I don’t know why I’ve been doing all these “copycat” recipes. I think it’s cause I crave them and think it’s more fun to make them at home than to go out and buy them.
Every time I go to Starbucks, I get sucked into buying a lemon pound cake. They strategically placed the darn pastry counter right next to the cash register, so when the line is out the door, you’re standing by the pastries for a good 5-10 minutes. Who, in their right mind, after standing next to sugary goodness would pass on them? I sure don’t. I almost always get the lemon pound cake. I love how moist it is and how the lemony glaze rounds out the overall lemon pound cake flavor.
This cake I made, the cake itself had a subtle lemon flavor but you really don’t get the citrus punch until the glaze hits your tongue. It’s tart and sweet at the same time and rounds out the cake part. It makes it the perfect sweetness and goes great with coffee or tea :)
Lemon Pound Cake
Yield: 12 slices | Prep Time: 15 minutes | Cook Time: 45-50 minutes
Ingredients:
For the cake:
15 tbsp. unsalted butter, softened
3 tbsp. milk (I used 2%)
3 eggs
1 tsp. vanilla extract
1 tsp. lemon extract
1/2 tsp. almond extract
1 1/2 cups cake flour
3/4 cup sugar
3/4 tsp. baking powder
Zest of 2 lemons
For the glaze:
2 cups confectioner’s sugar
Juice of 2 lemons (use the lemons you used for the zest)
Instructions:
- Preheat oven to 350 degrees. Grease a 9×5 loaf pan with cooking spray and set aside.

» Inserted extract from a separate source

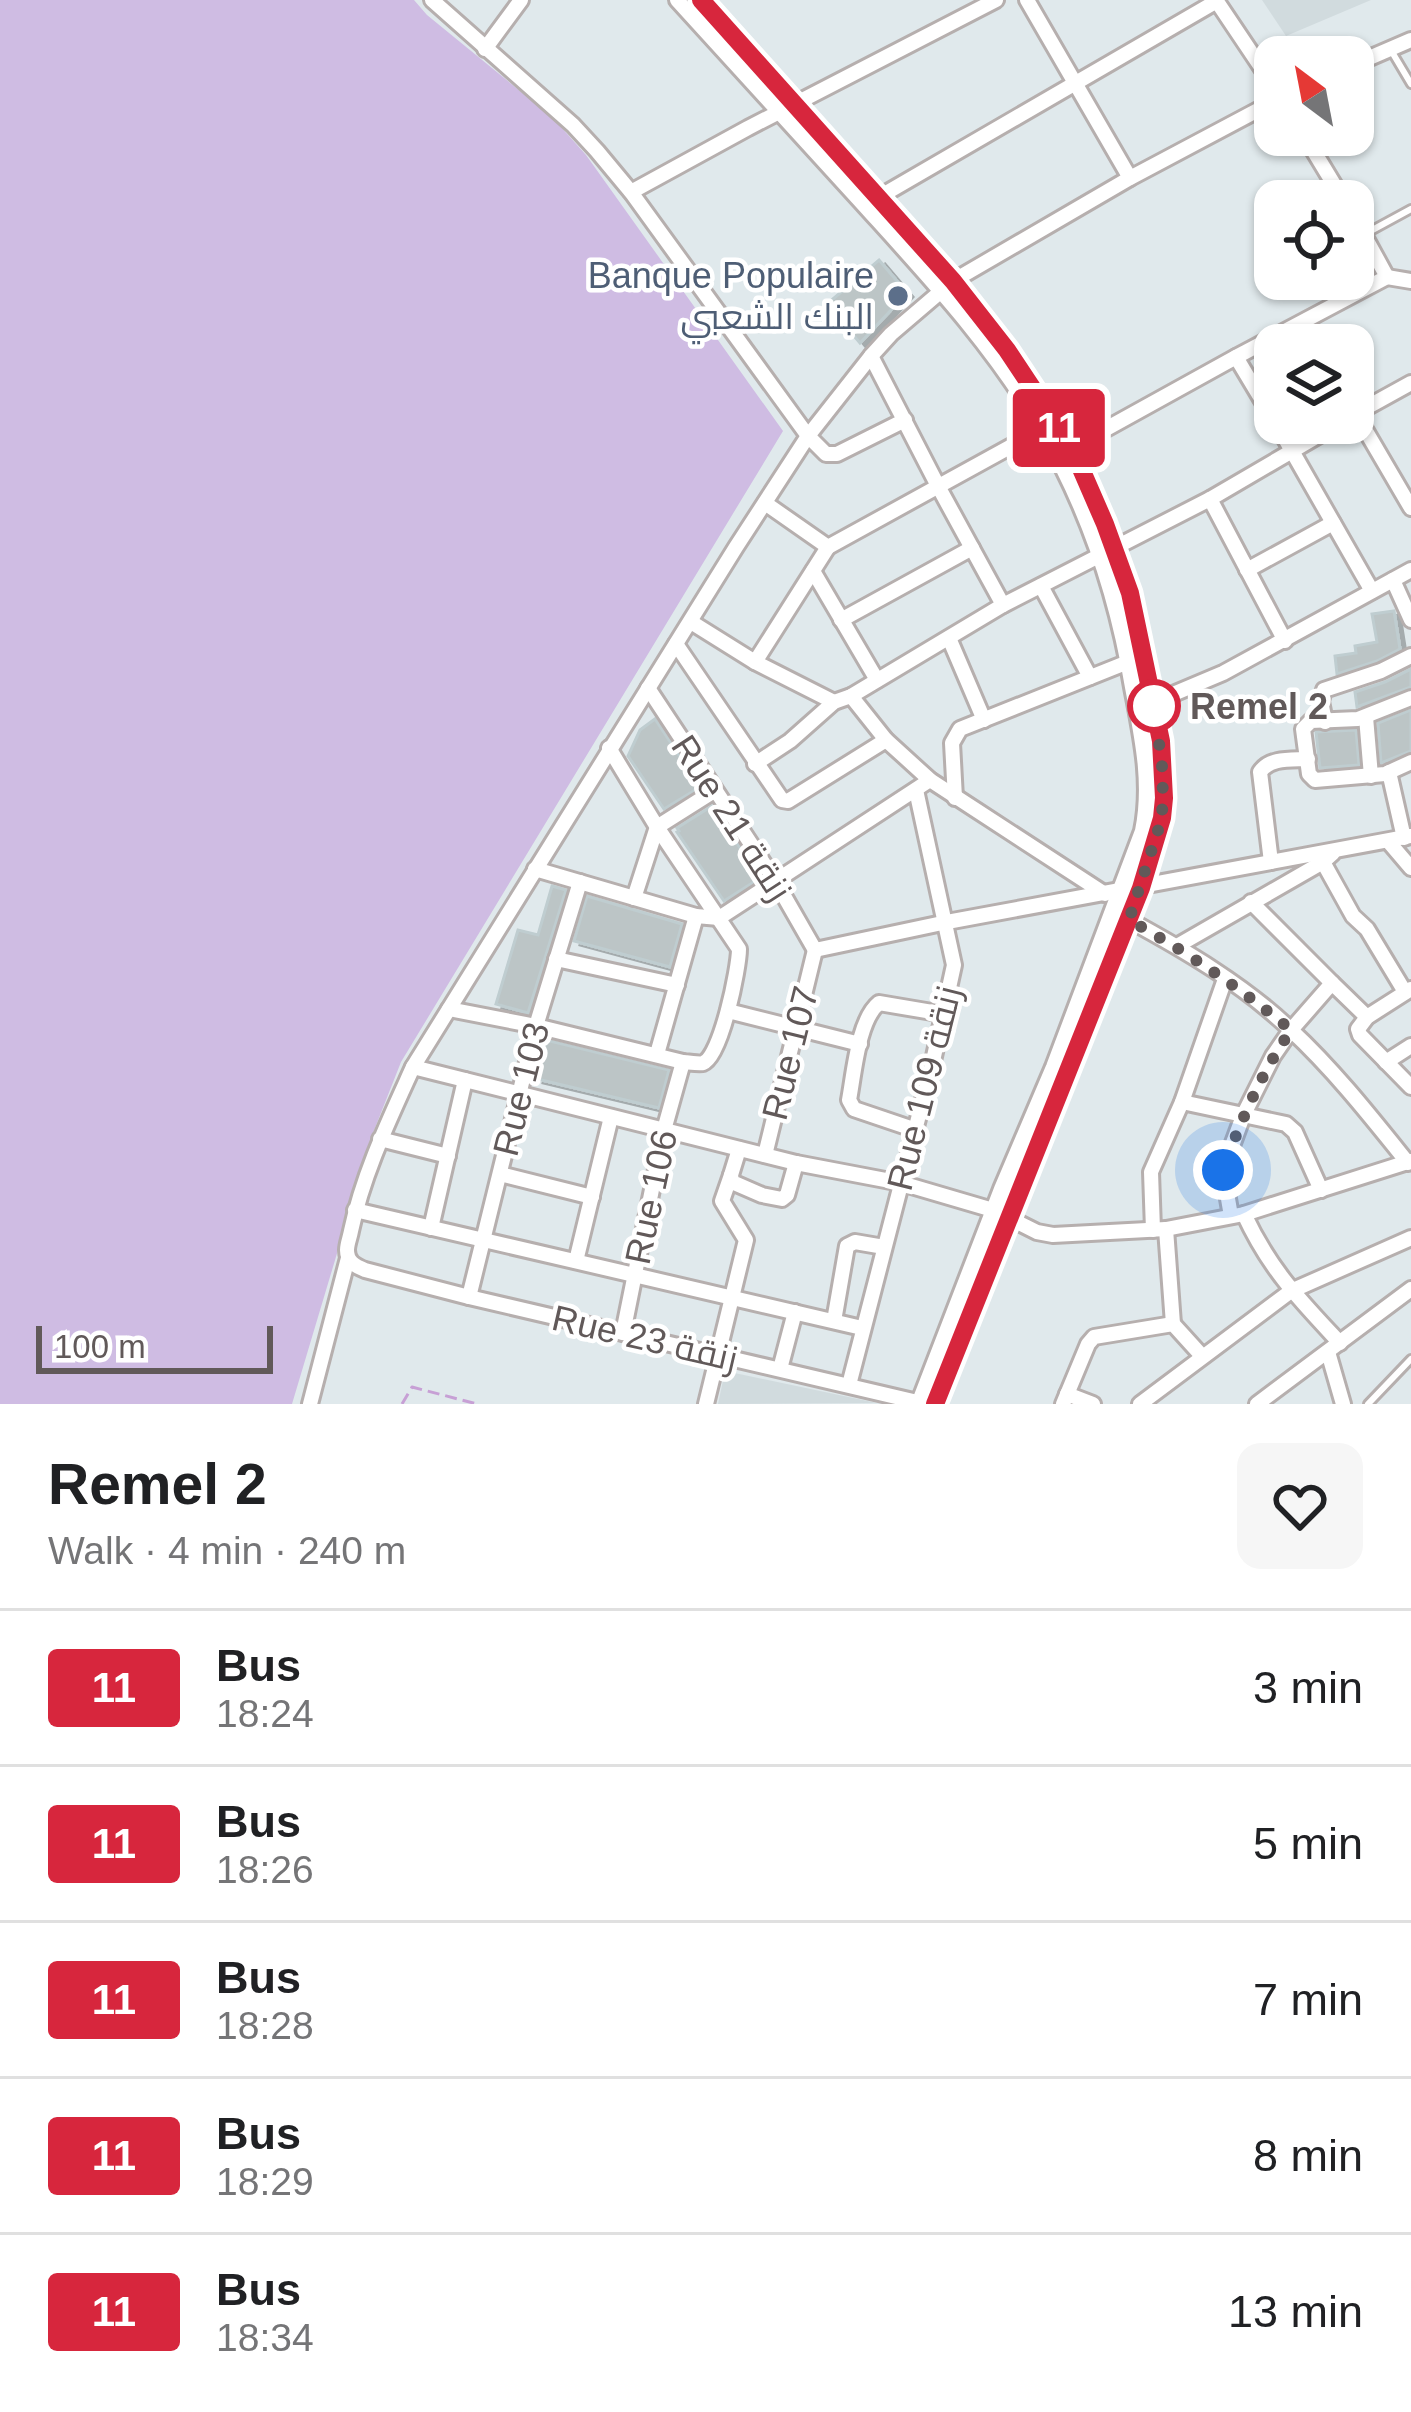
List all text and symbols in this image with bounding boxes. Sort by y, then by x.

- Beat milk, eggs, and the extracts in a bowl and set aside.
- In the bowl of a stand mixer, sift together flour, sugar, and baking powder and add the lemon zest. Stir to combine.
- Add the softened butter to the flour mixture and mix on low until just combined, about 30 seconds.
- Then slowly add in the milk mixture, beating on medium speed until batter is combined. Turn the mixer speed on high and beat for an additional 20-30 seconds.
- Pour batter into prepared loaf pan and bake for 45-50 minutes, or until toothpick comes out clean when inserted in the center of the cake.
- Allow cake to cool for 15 minutes then un-mold.
- While cake is cooling, make the glaze. Combine powdered sugar and juice of 1 lemon, at first then slowly add the juice of the other lemon. Everyone likes their glaze consistency different so if you like it thicker, add less lemon juice, if you like it runnier, add more lemon juice.
- Once cake is cooled, take a fork and pierce all over the top of the cake. Unmold and set on a wire rack with parchment or wax paper underneath. Pour the glaze evenly over the top and let it cool for 10-15 more minutes before slicing.
- Store in an airtight container for 1 week.
Adapted from Fresh

This is the perfect way to kickoff pre-spring! That’s such a thing, right? :)
i LOVE lemon pound cake! yours looks so incredibly amazing. i’m now hungry and i just ate breakfast. i had no idea so much butter was involved with pound cake (i’ve never made it before!) but that’s probably why i love it so much….!
Out of all the things at Sbux, this is what always tempts me. I’m a sucker for a good pound cake. Absolute sucker. In fact, it’s my dad’s bday today and I was just thinking about making him a pound cake for dessert. Of the chocolate variety though :)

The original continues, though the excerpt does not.